Stored data entries
▬▬▬
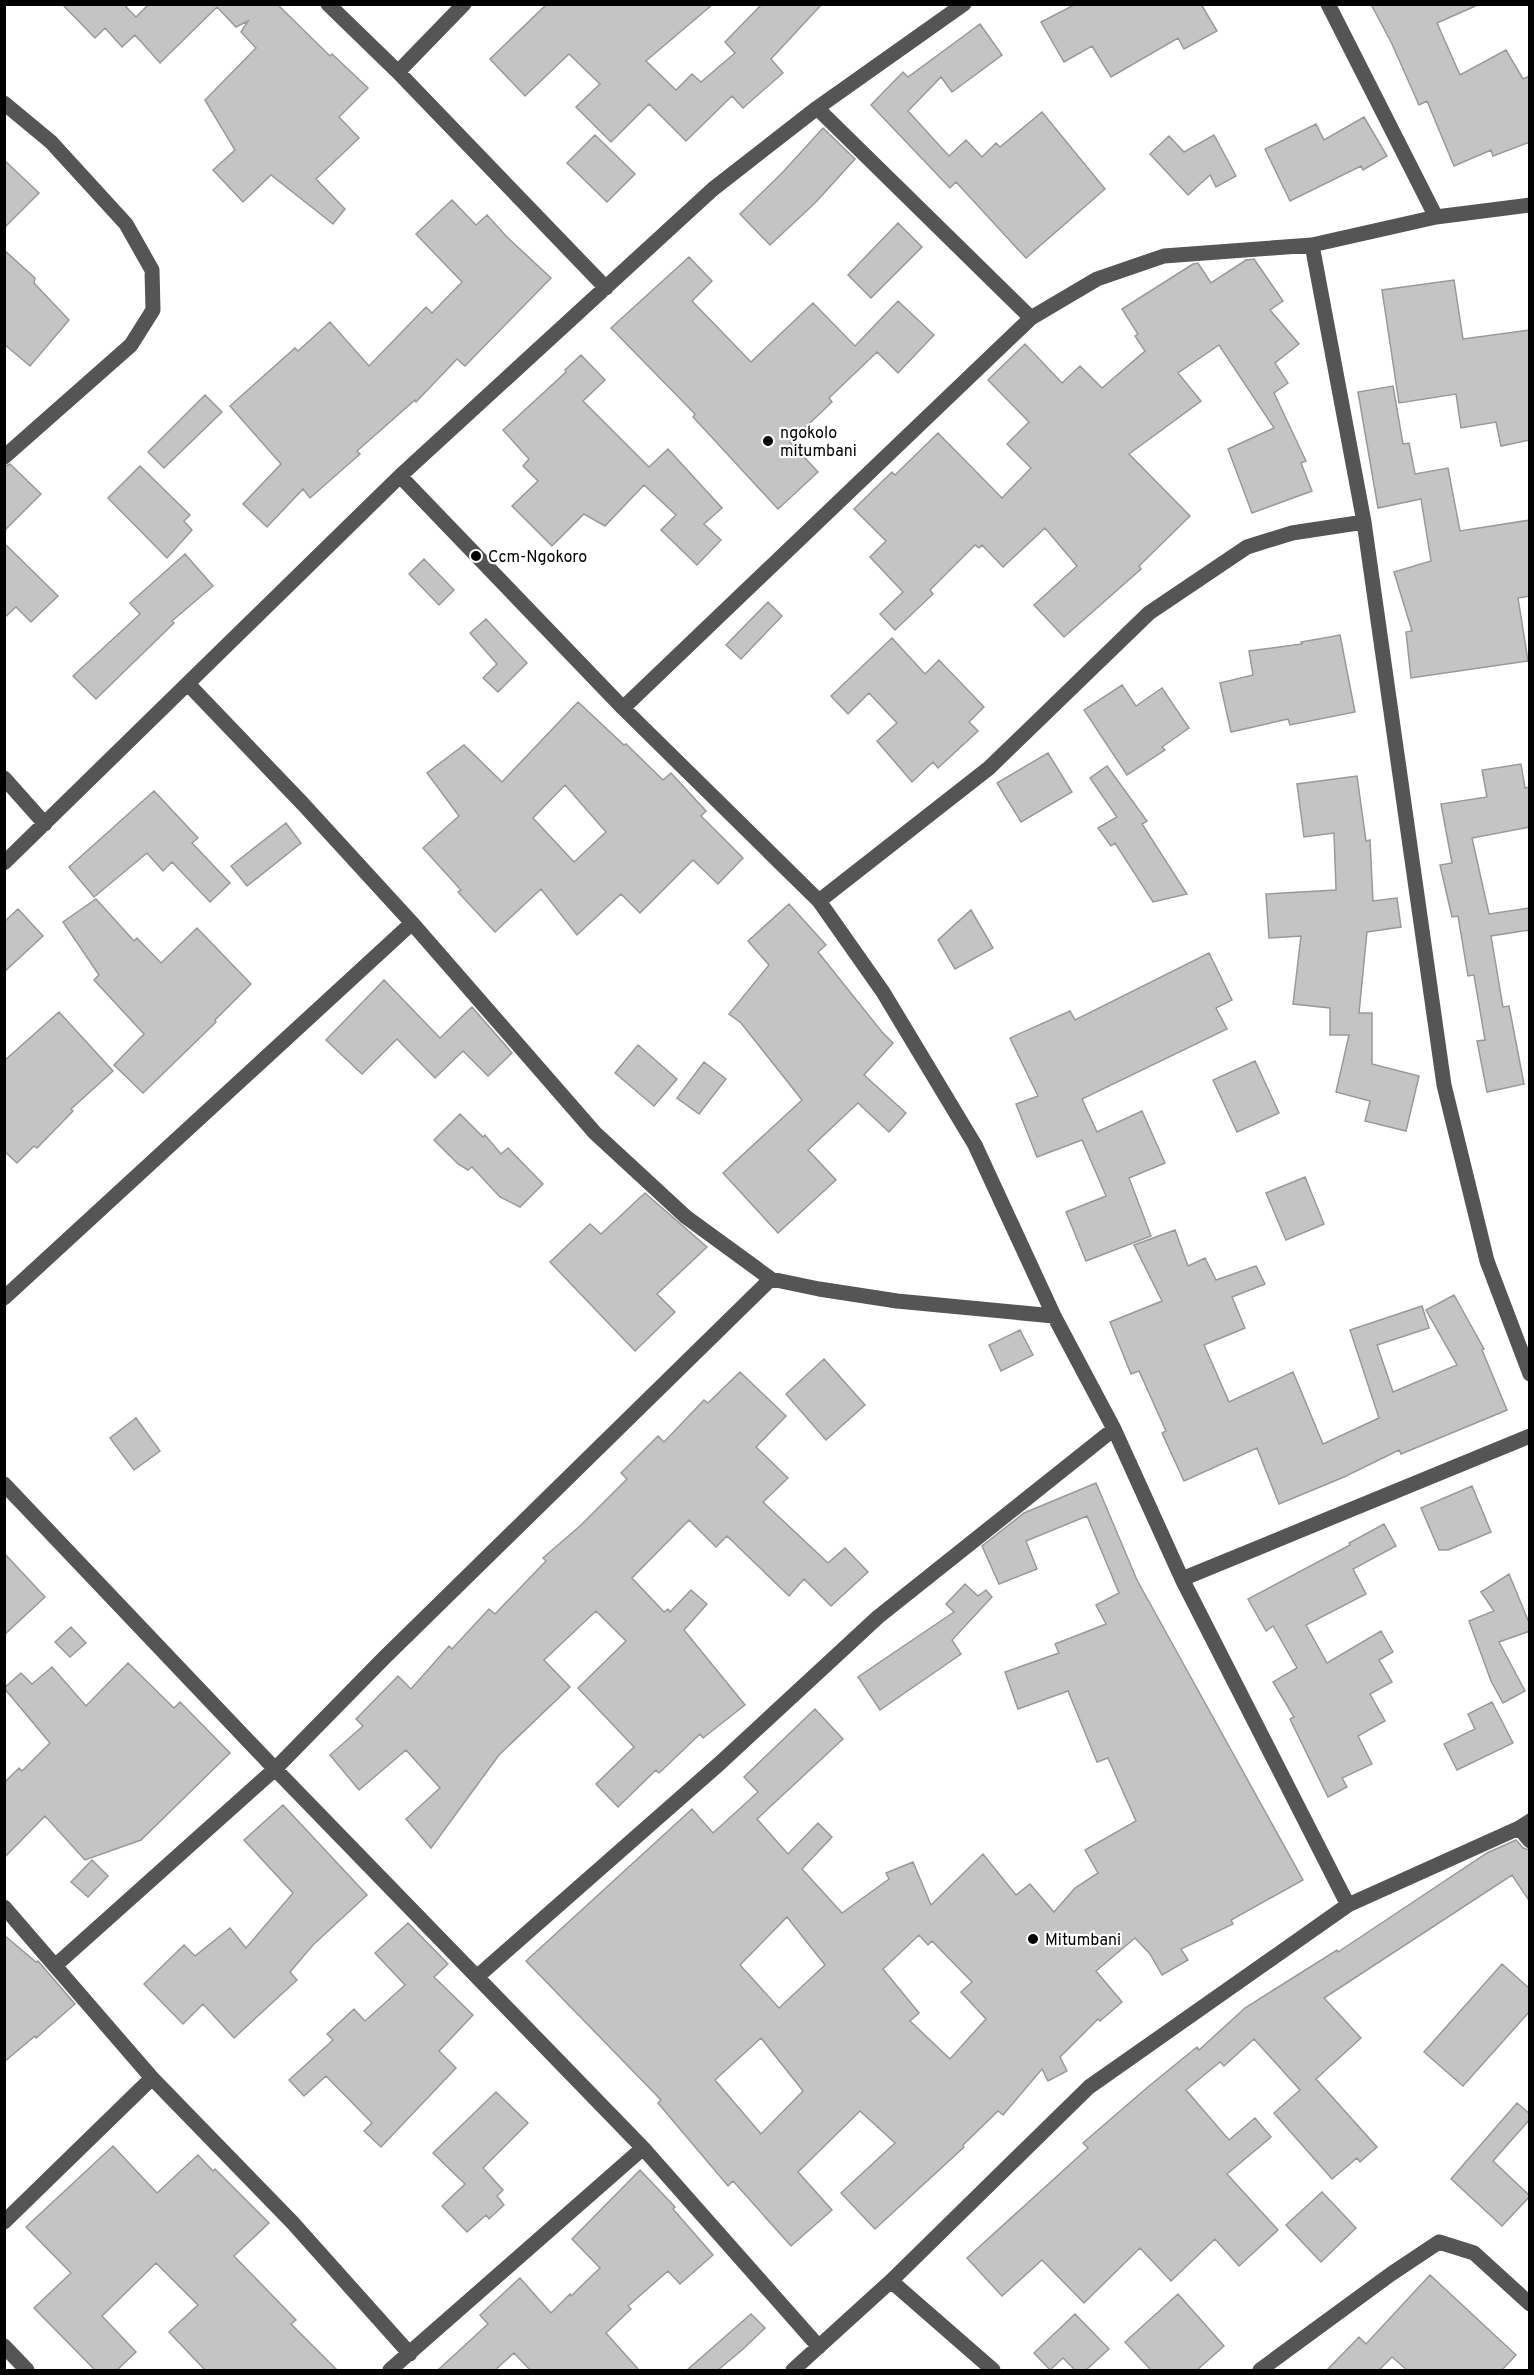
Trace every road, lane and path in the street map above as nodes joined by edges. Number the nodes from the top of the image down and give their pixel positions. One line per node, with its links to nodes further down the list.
1 (328, 4): 5 (street)
2 (464, 4): 5 (street)
3 (964, 4): 7 (street)
4 (1328, 4): 9 (street)
5 (398, 72): 11 (street)
6 (4, 103): 13 (street)
7 (817, 108): 11 (street); 12 (street)
8 (1530, 205): 9 (street)
9 (1436, 217): 10 (street)
10 (1312, 245): 12 (street); 15 (street)
11 (606, 288): 14 (street)
12 (1031, 318): 17 (street)
13 (4, 457)
14 (400, 476): 16 (street); 17 (street)
15 (1364, 522): 21 (street); 26 (street)
16 (188, 684): 19 (street); 22 (street)
17 (623, 708): 21 (street)
18 (4, 778): 19 (street)
19 (45, 824): 20 (street)
20 (4, 863)
21 (819, 901): 25 (street)
22 (412, 923): 23 (street); 24 (street)
23 (771, 1279): 25 (street); 31 (street)
24 (4, 1298)
25 (1054, 1316): 27 (street)
26 (1530, 1374)
27 (1114, 1429): 30 (street); 37 (street)
28 (1530, 1437): 30 (street)
29 (4, 1484): 31 (street)
30 (1182, 1579): 34 (street)
31 (275, 1769): 36 (street); 37 (street)
32 (1524, 1825): 33 (street); 34 (street)
33 (1530, 1842)
34 (1348, 1905): 41 (street)
35 (4, 1907): 36 (street)
36 (56, 1965): 38 (street)
37 (478, 1976): 39 (street)
38 (152, 2078): 40 (street); 45 (street)
39 (643, 2148): 44 (street); 45 (street)
40 (4, 2222)
41 (891, 2281): 44 (street); 49 (street)
42 (1530, 2304): 50 (street)
43 (4, 2346): 46 (street)
44 (819, 2347): 48 (street)
45 (410, 2354): 47 (street)
46 (27, 2370)
47 (390, 2370)
48 (793, 2370)
49 (993, 2370)
50 (1260, 2370)

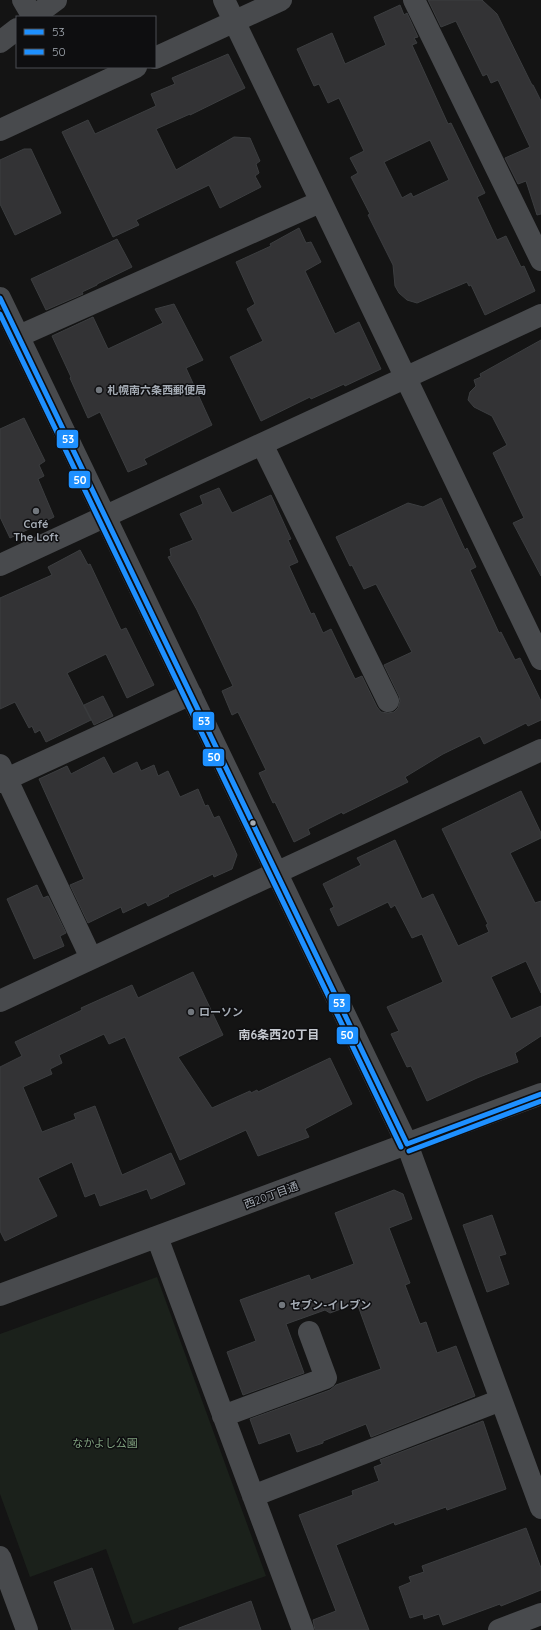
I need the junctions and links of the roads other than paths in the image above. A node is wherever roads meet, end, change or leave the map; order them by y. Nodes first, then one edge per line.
1 (23, 0) edge
2 (56, 0) edge
3 (224, 0) edge
4 (281, 0) edge
5 (414, 0) edge
6 (32, 16) edge
7 (34, 16) edge
8 (234, 21) junction
9 (16, 30) edge
10 (0, 42) edge
11 (156, 58) edge
12 (134, 68) edge
13 (0, 130) edge
14 (320, 202) junction
15 (541, 260) edge
16 (0, 298) edge
17 (541, 315) edge
18 (19, 336) junction
19 (406, 378) junction
20 (262, 444) junction
21 (105, 516) junction
22 (0, 565) edge
23 (541, 659) edge
24 (191, 694) junction
25 (388, 701) dead end
26 (541, 750) edge
27 (2, 775) edge
28 (276, 873) junction
29 (92, 958) junction
30 (0, 1001) edge
31 (541, 1094) edge
32 (407, 1144) junction
33 (157, 1237) junction
34 (2, 1289) edge
35 (309, 1332) dead end
36 (501, 1400) junction
37 (223, 1416) junction
38 (253, 1496) junction
39 (541, 1508) edge
40 (0, 1557) edge
41 (541, 1614) edge
42 (27, 1630) edge
43 (303, 1630) edge
44 (499, 1630) edge

1 - 6 street
2 - 7 street
3 - 8 street
4 - 8 street
5 - 15 street
8 - 11 street
8 - 14 street
9 - 10 street
12 - 13 street
14 - 18 street
14 - 19 street
16 - 18 street
17 - 19 street
18 - 21 street
19 - 20 street
19 - 23 street
20 - 21 street
20 - 25 street
21 - 22 street
21 - 24 street
24 - 27 street
24 - 28 street
26 - 28 street
27 - 29 street
28 - 29 street
28 - 32 street
29 - 30 street
31 - 32 street, 西20丁目通
32 - 33 street, 西20丁目通
32 - 36 street
33 - 34 street, 西20丁目通
33 - 37 street
35 - 37 street
36 - 38 street
36 - 39 street
37 - 38 street
38 - 43 street
40 - 42 street
41 - 44 street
▬▬▬
* What this task involves *
Repeat the records above exactly. No pictures go into the repeat.

* Answer box *
Trace every road, lane and path in the street map above as nodes joined by edges. Number the nodes from the top of the image down and give their pixel positions. One line per node, with its links to nodes further down the list.
1 (328, 4): 5 (street)
2 (464, 4): 5 (street)
3 (964, 4): 7 (street)
4 (1328, 4): 9 (street)
5 (398, 72): 11 (street)
6 (4, 103): 13 (street)
7 (817, 108): 11 (street); 12 (street)
8 (1530, 205): 9 (street)
9 (1436, 217): 10 (street)
10 (1312, 245): 12 (street); 15 (street)
11 (606, 288): 14 (street)
12 (1031, 318): 17 (street)
13 (4, 457)
14 (400, 476): 16 (street); 17 (street)
15 (1364, 522): 21 (street); 26 (street)
16 (188, 684): 19 (street); 22 (street)
17 (623, 708): 21 (street)
18 (4, 778): 19 (street)
19 (45, 824): 20 (street)
20 (4, 863)
21 (819, 901): 25 (street)
22 (412, 923): 23 (street); 24 (street)
23 (771, 1279): 25 (street); 31 (street)
24 (4, 1298)
25 (1054, 1316): 27 (street)
26 (1530, 1374)
27 (1114, 1429): 30 (street); 37 (street)
28 (1530, 1437): 30 (street)
29 (4, 1484): 31 (street)
30 (1182, 1579): 34 (street)
31 (275, 1769): 36 (street); 37 (street)
32 (1524, 1825): 33 (street); 34 (street)
33 (1530, 1842)
34 (1348, 1905): 41 (street)
35 (4, 1907): 36 (street)
36 (56, 1965): 38 (street)
37 (478, 1976): 39 (street)
38 (152, 2078): 40 (street); 45 (street)
39 (643, 2148): 44 (street); 45 (street)
40 (4, 2222)
41 (891, 2281): 44 (street); 49 (street)
42 (1530, 2304): 50 (street)
43 (4, 2346): 46 (street)
44 (819, 2347): 48 (street)
45 (410, 2354): 47 (street)
46 (27, 2370)
47 (390, 2370)
48 (793, 2370)
49 (993, 2370)
50 (1260, 2370)

I need the junctions and links of the roads other than paths in the image above. A node is wherever roads meet, end, change or leave the map; order them by y. Nodes first, then one edge per line.
1 (23, 0) edge
2 (56, 0) edge
3 (224, 0) edge
4 (281, 0) edge
5 (414, 0) edge
6 (32, 16) edge
7 (34, 16) edge
8 (234, 21) junction
9 (16, 30) edge
10 (0, 42) edge
11 (156, 58) edge
12 (134, 68) edge
13 (0, 130) edge
14 (320, 202) junction
15 (541, 260) edge
16 (0, 298) edge
17 (541, 315) edge
18 (19, 336) junction
19 (406, 378) junction
20 (262, 444) junction
21 (105, 516) junction
22 (0, 565) edge
23 (541, 659) edge
24 (191, 694) junction
25 (388, 701) dead end
26 (541, 750) edge
27 (2, 775) edge
28 (276, 873) junction
29 (92, 958) junction
30 (0, 1001) edge
31 (541, 1094) edge
32 (407, 1144) junction
33 (157, 1237) junction
34 (2, 1289) edge
35 (309, 1332) dead end
36 (501, 1400) junction
37 (223, 1416) junction
38 (253, 1496) junction
39 (541, 1508) edge
40 (0, 1557) edge
41 (541, 1614) edge
42 (27, 1630) edge
43 (303, 1630) edge
44 (499, 1630) edge

1 - 6 street
2 - 7 street
3 - 8 street
4 - 8 street
5 - 15 street
8 - 11 street
8 - 14 street
9 - 10 street
12 - 13 street
14 - 18 street
14 - 19 street
16 - 18 street
17 - 19 street
18 - 21 street
19 - 20 street
19 - 23 street
20 - 21 street
20 - 25 street
21 - 22 street
21 - 24 street
24 - 27 street
24 - 28 street
26 - 28 street
27 - 29 street
28 - 29 street
28 - 32 street
29 - 30 street
31 - 32 street, 西20丁目通
32 - 33 street, 西20丁目通
32 - 36 street
33 - 34 street, 西20丁目通
33 - 37 street
35 - 37 street
36 - 38 street
36 - 39 street
37 - 38 street
38 - 43 street
40 - 42 street
41 - 44 street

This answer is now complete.